__WORK TO COMPLETE__.
Print, exactly as written, the line containing "Which roads connect where in the map above?" and every line after it, ending with the final line of the data below.

____ AVAILABLE DATA

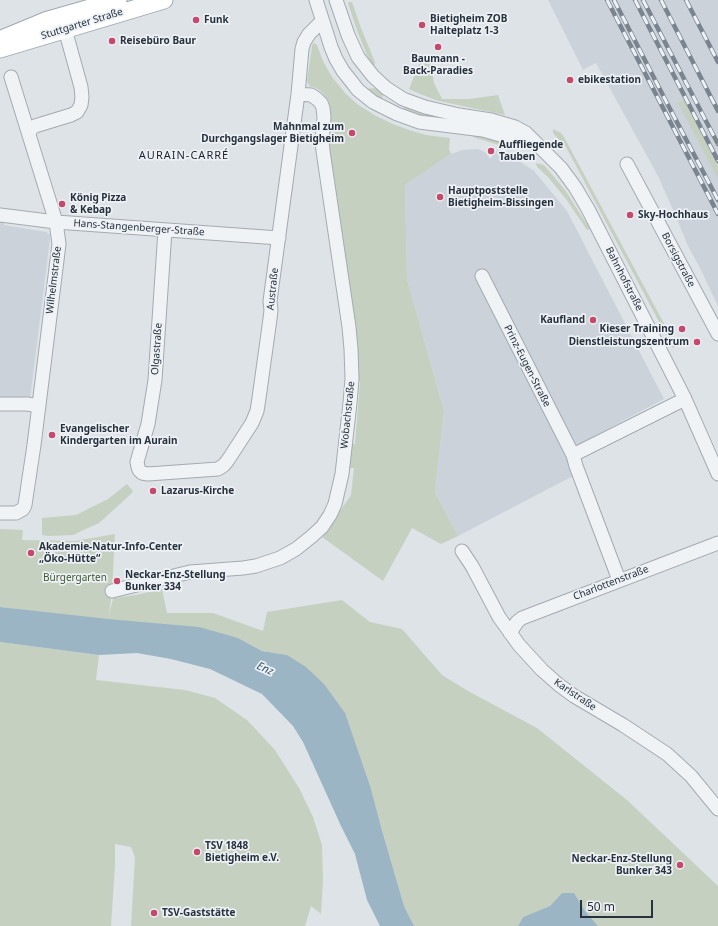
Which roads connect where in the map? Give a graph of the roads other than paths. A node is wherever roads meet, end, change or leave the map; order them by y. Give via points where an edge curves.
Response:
1 (118, 0) edge
2 (164, 0) edge
3 (316, 0) edge
4 (336, 0) edge
5 (322, 21) junction
6 (63, 23) junction
7 (0, 39) edge
8 (0, 49) edge
9 (12, 77) dead end
10 (298, 94) junction
11 (29, 134) junction
12 (540, 140) junction
13 (627, 164) dead end
14 (0, 215) edge
15 (56, 222) junction
16 (165, 230) junction
17 (279, 238) junction
18 (482, 276) dead end
19 (718, 334) edge
20 (685, 399) junction
21 (0, 404) edge
22 (39, 406) junction
23 (574, 455) junction
24 (138, 467) joint
25 (718, 474) edge
26 (0, 513) edge
27 (718, 543) edge
28 (462, 551) dead end
29 (619, 580) junction
30 (112, 591) dead end
31 (510, 633) junction
32 (718, 810) edge

1 - 6 main road, Stuttgarter Straße
2 - 6 main road, Stuttgarter Straße
3 - 5 street
4 - 12 street via 358,57 372,76 390,91 403,99 437,110 509,125
5 - 10 street, Austraße via 304,42
5 - 12 street via 343,71 358,90 381,107 419,122 483,130 511,138
6 - 7 main road, Stuttgarter Straße via 32,26
6 - 8 main road, Stuttgarter Straße
6 - 11 street via 81,87 81,105 77,112 35,126
9 - 11 street, Wilhelmstraße
10 - 17 street, Austraße
10 - 30 street, Wobachstraße via 311,95 323,108 322,151 352,349 350,403 342,474 335,504 326,521 312,538 280,558 256,566 190,572
11 - 15 street, Wilhelmstraße
12 - 20 street, Bahnhofstraße via 588,209
13 - 19 street, Borsigstraße
14 - 15 street, Hans-Stangenberger-Straße
15 - 16 street, Hans-Stangenberger-Straße
15 - 22 street, Wilhelmstraße via 59,244
16 - 17 street, Hans-Stangenberger-Straße
16 - 24 street, Olgastraße via 155,380 150,418 137,462
17 - 24 street, Austraße via 259,398 252,423 228,460 218,469 148,474 142,473
18 - 23 street, Prinz-Eugen-Straße
20 - 23 street
20 - 25 street, Bahnhofstraße
21 - 22 street
22 - 26 street, Wilhelmstraße via 23,509 16,513
23 - 29 street, Prinz-Eugen-Straße via 581,481
27 - 29 street, Charlottenstraße
28 - 31 street, Karlstraße
29 - 31 street, Charlottenstraße via 522,618
31 - 32 street, Karlstraße via 538,666 559,685 679,764

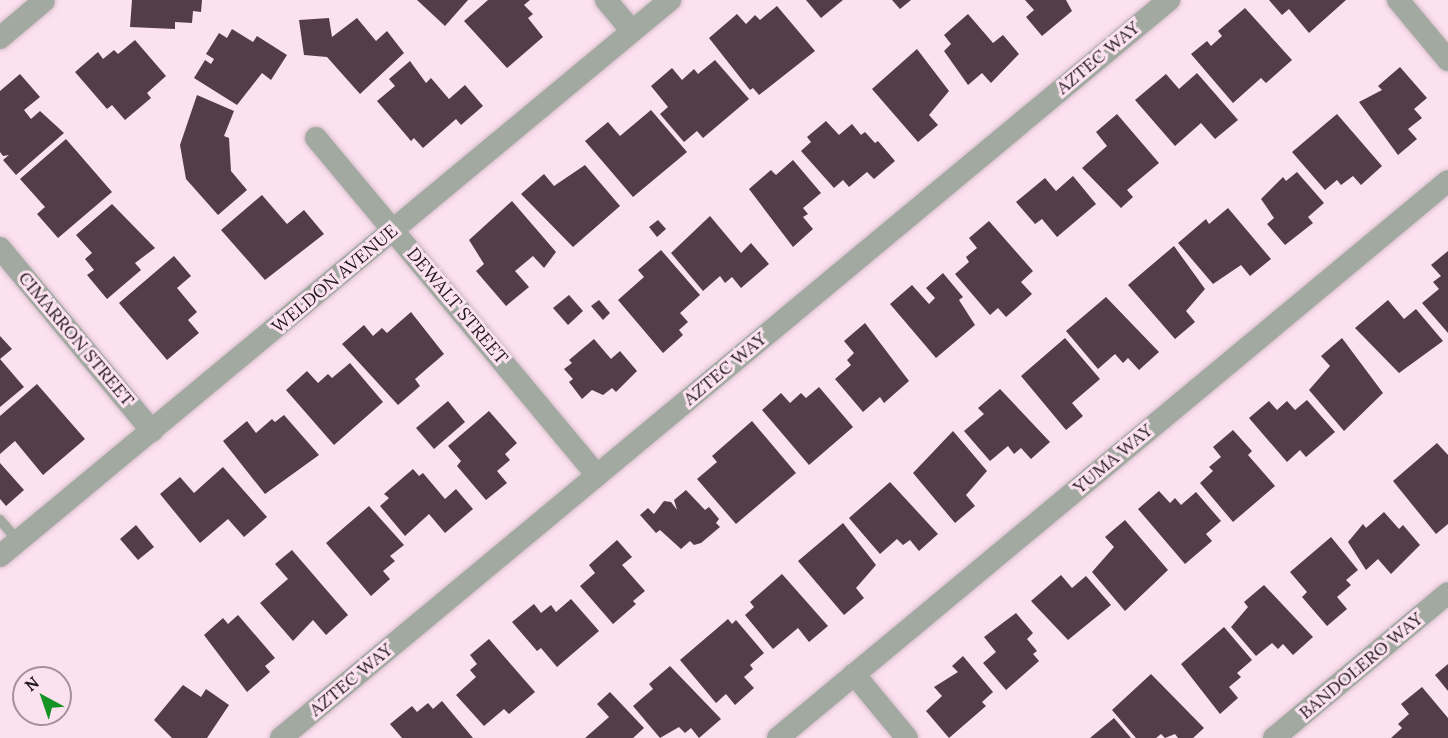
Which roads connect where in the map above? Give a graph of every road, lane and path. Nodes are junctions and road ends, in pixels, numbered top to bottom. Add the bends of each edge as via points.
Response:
1 (606, 0) edge
2 (670, 0) edge
3 (1398, 0) edge
4 (44, 1) edge
5 (1158, 3) edge
6 (632, 31) junction
7 (0, 38) edge
8 (1448, 60) edge
9 (316, 138) dead end
10 (1448, 180) edge
11 (393, 230) junction
12 (0, 248) edge
13 (152, 431) junction
14 (597, 475) junction
15 (0, 519) edge
16 (18, 541) junction
17 (0, 556) edge
18 (1448, 593) edge
19 (854, 674) junction
20 (281, 738) edge
21 (778, 738) edge
22 (907, 738) edge
23 (1274, 738) edge

1 - 6 street
2 - 6 street, WELDON AVENUE
3 - 8 street
4 - 7 street
5 - 14 street, AZTEC WAY
6 - 11 street, WELDON AVENUE
9 - 11 street, DEWALT STREET
10 - 19 street, YUMA WAY
11 - 13 street, WELDON AVENUE
11 - 14 street, DEWALT STREET
12 - 13 street, CIMARRON STREET
13 - 16 street, WELDON AVENUE
14 - 20 street, AZTEC WAY
15 - 16 lane
16 - 17 street, WELDON AVENUE
18 - 23 street, BANDOLERO WAY
19 - 21 street, YUMA WAY
19 - 22 street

________

__EXERCISE RESPONSE__.
Which roads connect where in the map above? Give a graph of every road, lane and path. Nodes are junctions and road ends, in pixels, numbered top to bottom. Add the bends of each edge as via points.
Response:
1 (606, 0) edge
2 (670, 0) edge
3 (1398, 0) edge
4 (44, 1) edge
5 (1158, 3) edge
6 (632, 31) junction
7 (0, 38) edge
8 (1448, 60) edge
9 (316, 138) dead end
10 (1448, 180) edge
11 (393, 230) junction
12 (0, 248) edge
13 (152, 431) junction
14 (597, 475) junction
15 (0, 519) edge
16 (18, 541) junction
17 (0, 556) edge
18 (1448, 593) edge
19 (854, 674) junction
20 (281, 738) edge
21 (778, 738) edge
22 (907, 738) edge
23 (1274, 738) edge

1 - 6 street
2 - 6 street, WELDON AVENUE
3 - 8 street
4 - 7 street
5 - 14 street, AZTEC WAY
6 - 11 street, WELDON AVENUE
9 - 11 street, DEWALT STREET
10 - 19 street, YUMA WAY
11 - 13 street, WELDON AVENUE
11 - 14 street, DEWALT STREET
12 - 13 street, CIMARRON STREET
13 - 16 street, WELDON AVENUE
14 - 20 street, AZTEC WAY
15 - 16 lane
16 - 17 street, WELDON AVENUE
18 - 23 street, BANDOLERO WAY
19 - 21 street, YUMA WAY
19 - 22 street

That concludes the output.